I'd just like to add, Tom Petersen, has been in a few videos discussing Xe2 Battlemage in Lunar Lake. In these talks he goes on about improvements and what caused issues/bottlenecks in the previous alchemist architecture.
One thing I often hear him mention, is the change in the vector unit (the Xe core, the main computational foundation building block of Intel's render slice, is composed of two things, a vector and matrix unit). The move from going SIMD8 to SIMD16 within the vector unit apparently made significant improvements not just resolving bugs within games but also improving overall efficiency. Apparently, most games are designed for SIMD16 pipelines (because that was the industry standard that both ATI and Nvidia settled on decades ago). SIMD stands for single instruction multiple data, btw. Moving towards a higher degree of SIMD improves game compatibility. Many games have certain SIMD preferences.
They also were emulating certain instructions via software. One such example is one called execute indirect, which is used in many (modern / next generation) game engines to accelerate command lists. In Xe2, this instruction is implemented directly within the hardware itself.

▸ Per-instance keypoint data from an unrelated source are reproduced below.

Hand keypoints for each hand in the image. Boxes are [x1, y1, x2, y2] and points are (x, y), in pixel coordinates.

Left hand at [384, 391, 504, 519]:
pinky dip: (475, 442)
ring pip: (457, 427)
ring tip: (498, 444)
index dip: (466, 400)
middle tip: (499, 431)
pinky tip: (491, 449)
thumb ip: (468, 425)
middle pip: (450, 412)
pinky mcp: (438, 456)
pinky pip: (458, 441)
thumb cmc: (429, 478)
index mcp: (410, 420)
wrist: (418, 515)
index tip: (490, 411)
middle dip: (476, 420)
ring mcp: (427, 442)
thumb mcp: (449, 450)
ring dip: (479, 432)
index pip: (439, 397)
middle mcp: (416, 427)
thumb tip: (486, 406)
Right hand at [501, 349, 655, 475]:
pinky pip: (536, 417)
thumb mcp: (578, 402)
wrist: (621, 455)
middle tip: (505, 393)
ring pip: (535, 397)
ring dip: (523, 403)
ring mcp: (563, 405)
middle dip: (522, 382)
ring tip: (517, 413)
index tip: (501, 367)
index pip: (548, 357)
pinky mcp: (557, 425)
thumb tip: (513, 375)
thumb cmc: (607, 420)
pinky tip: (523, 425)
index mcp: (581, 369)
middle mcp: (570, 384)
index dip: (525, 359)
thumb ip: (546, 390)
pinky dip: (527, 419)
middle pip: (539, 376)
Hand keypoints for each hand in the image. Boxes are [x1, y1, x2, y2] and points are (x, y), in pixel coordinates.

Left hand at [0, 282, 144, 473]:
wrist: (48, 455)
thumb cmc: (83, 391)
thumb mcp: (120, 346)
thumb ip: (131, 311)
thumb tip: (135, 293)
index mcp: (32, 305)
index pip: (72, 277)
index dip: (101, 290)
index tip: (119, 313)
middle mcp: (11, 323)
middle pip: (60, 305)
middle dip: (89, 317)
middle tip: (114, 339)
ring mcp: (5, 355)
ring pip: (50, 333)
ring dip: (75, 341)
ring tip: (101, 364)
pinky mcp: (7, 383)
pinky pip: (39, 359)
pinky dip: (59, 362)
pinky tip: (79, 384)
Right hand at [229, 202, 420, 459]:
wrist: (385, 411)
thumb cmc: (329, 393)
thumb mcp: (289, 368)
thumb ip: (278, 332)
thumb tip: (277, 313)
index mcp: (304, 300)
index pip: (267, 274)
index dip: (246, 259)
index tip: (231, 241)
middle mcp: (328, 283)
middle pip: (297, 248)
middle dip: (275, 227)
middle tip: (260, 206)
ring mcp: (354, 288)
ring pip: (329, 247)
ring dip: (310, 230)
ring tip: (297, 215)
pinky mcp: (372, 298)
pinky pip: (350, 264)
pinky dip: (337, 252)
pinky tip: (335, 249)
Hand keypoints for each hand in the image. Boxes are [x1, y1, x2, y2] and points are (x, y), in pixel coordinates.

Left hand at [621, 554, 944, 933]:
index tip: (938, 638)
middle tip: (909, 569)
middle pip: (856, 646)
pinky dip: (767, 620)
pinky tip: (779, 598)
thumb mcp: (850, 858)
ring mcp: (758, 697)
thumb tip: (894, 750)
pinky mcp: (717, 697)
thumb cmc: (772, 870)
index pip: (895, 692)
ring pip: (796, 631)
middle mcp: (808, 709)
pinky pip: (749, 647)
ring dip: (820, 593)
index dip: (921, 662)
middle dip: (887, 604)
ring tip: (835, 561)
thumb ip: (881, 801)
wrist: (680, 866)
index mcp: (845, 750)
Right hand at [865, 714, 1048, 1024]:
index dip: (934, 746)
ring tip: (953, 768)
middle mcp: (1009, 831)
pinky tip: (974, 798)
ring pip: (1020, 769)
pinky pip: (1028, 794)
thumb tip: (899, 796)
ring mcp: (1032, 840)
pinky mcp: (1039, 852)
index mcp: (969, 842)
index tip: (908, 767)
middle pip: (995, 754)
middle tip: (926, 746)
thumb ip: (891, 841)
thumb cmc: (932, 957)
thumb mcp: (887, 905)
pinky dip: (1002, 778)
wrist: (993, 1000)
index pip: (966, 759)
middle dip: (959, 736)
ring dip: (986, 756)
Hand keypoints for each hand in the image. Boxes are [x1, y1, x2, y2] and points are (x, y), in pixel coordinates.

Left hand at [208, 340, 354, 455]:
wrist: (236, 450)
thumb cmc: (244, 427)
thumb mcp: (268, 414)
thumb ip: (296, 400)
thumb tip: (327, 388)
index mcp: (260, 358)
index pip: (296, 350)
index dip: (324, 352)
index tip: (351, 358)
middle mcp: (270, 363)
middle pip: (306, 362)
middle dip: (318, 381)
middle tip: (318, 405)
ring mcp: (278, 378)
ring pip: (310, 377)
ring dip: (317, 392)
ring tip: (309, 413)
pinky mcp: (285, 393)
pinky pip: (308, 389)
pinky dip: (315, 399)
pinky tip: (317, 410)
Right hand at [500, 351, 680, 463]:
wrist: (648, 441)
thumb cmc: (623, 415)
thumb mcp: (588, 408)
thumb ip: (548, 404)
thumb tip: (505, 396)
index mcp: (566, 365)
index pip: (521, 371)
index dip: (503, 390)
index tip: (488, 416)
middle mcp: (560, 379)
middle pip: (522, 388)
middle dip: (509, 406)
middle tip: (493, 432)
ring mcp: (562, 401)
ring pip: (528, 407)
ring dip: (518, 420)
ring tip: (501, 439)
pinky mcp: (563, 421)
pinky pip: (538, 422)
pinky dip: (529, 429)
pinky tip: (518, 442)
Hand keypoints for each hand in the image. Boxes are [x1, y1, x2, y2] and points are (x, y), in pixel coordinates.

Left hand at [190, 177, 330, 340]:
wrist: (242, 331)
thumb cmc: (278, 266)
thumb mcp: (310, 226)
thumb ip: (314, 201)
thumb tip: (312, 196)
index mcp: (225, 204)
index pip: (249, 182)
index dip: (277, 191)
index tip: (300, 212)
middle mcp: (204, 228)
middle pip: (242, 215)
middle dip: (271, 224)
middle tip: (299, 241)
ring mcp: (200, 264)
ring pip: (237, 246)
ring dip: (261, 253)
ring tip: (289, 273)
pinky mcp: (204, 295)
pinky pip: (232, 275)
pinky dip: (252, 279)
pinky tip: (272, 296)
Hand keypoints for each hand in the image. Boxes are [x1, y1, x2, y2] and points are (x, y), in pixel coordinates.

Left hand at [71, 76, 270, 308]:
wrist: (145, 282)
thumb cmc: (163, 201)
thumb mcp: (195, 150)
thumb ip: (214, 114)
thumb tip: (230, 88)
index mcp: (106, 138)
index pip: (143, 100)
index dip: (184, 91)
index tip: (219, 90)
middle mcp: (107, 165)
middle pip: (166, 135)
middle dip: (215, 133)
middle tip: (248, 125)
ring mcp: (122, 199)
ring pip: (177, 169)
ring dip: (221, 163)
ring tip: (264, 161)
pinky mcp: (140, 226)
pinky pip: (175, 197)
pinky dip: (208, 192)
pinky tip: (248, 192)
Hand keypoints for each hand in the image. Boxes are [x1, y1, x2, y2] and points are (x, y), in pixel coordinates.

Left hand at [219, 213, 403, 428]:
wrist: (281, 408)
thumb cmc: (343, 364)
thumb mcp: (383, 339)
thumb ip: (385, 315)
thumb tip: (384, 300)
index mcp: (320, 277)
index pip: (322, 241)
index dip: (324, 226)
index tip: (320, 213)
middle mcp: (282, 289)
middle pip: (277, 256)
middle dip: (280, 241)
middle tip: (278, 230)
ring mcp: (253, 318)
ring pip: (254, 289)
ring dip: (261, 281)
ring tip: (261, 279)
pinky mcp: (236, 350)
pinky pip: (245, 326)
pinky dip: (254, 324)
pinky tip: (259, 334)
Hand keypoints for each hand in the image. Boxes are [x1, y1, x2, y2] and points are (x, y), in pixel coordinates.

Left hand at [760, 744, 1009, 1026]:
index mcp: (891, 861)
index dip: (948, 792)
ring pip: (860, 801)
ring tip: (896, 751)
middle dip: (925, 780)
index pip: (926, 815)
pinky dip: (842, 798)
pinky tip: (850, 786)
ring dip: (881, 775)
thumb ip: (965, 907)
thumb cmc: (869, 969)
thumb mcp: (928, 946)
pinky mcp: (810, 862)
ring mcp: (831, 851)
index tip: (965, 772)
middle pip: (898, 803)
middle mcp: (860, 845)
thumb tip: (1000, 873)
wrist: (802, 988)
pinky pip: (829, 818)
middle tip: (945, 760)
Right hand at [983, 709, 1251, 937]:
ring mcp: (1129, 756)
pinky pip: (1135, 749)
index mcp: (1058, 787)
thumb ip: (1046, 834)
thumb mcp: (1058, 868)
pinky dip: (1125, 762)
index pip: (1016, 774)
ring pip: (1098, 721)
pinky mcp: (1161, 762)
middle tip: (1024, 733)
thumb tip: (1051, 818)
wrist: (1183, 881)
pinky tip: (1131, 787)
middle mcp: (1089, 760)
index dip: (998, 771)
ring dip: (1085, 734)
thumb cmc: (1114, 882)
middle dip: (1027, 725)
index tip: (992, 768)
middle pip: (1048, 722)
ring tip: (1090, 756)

I don't think there's any single reason to simply explain why current intel graphics is so bad. It's more graphics is complicated. It was Intel's first real attempt at making a larger GPUs geared towards serious graphic workloads. And there were just many short comings both from hardware, software and just generally speaking game code not being tested / optimized for their stack doesn't help either. (Chicken and egg problem, they've limited market share so game dev studios don't bother trying as they've limited amount of resources and time aswell) Overcoming these obstacles time, both of which Nvidia and AMD have had decades of. And yes, I'm aware intel has been making graphics for equally as long and have made multiple previous attempts. But Xe was fairly recent and a completely different architecture with drivers from scratch. Just look at how much Qualcomm is struggling with their adreno drivers on windows laptops.
Still trying to answer the topic question: "why does Intel Arc 8-Xe-Cores still lack behind AMD Radeon 780m"?
I would say it's because Intel Alchemist does not have the specific hardware optimizations for gaming (keyword: short workqueues). Thus its state is similar to AMD Vega. Only with Battlemage they started to make these hardware optimizations for gaming, similar to AMD RDNA.
Sorry guys... I probably spread some misinformation (partially caused by confusing or wrong information on websites).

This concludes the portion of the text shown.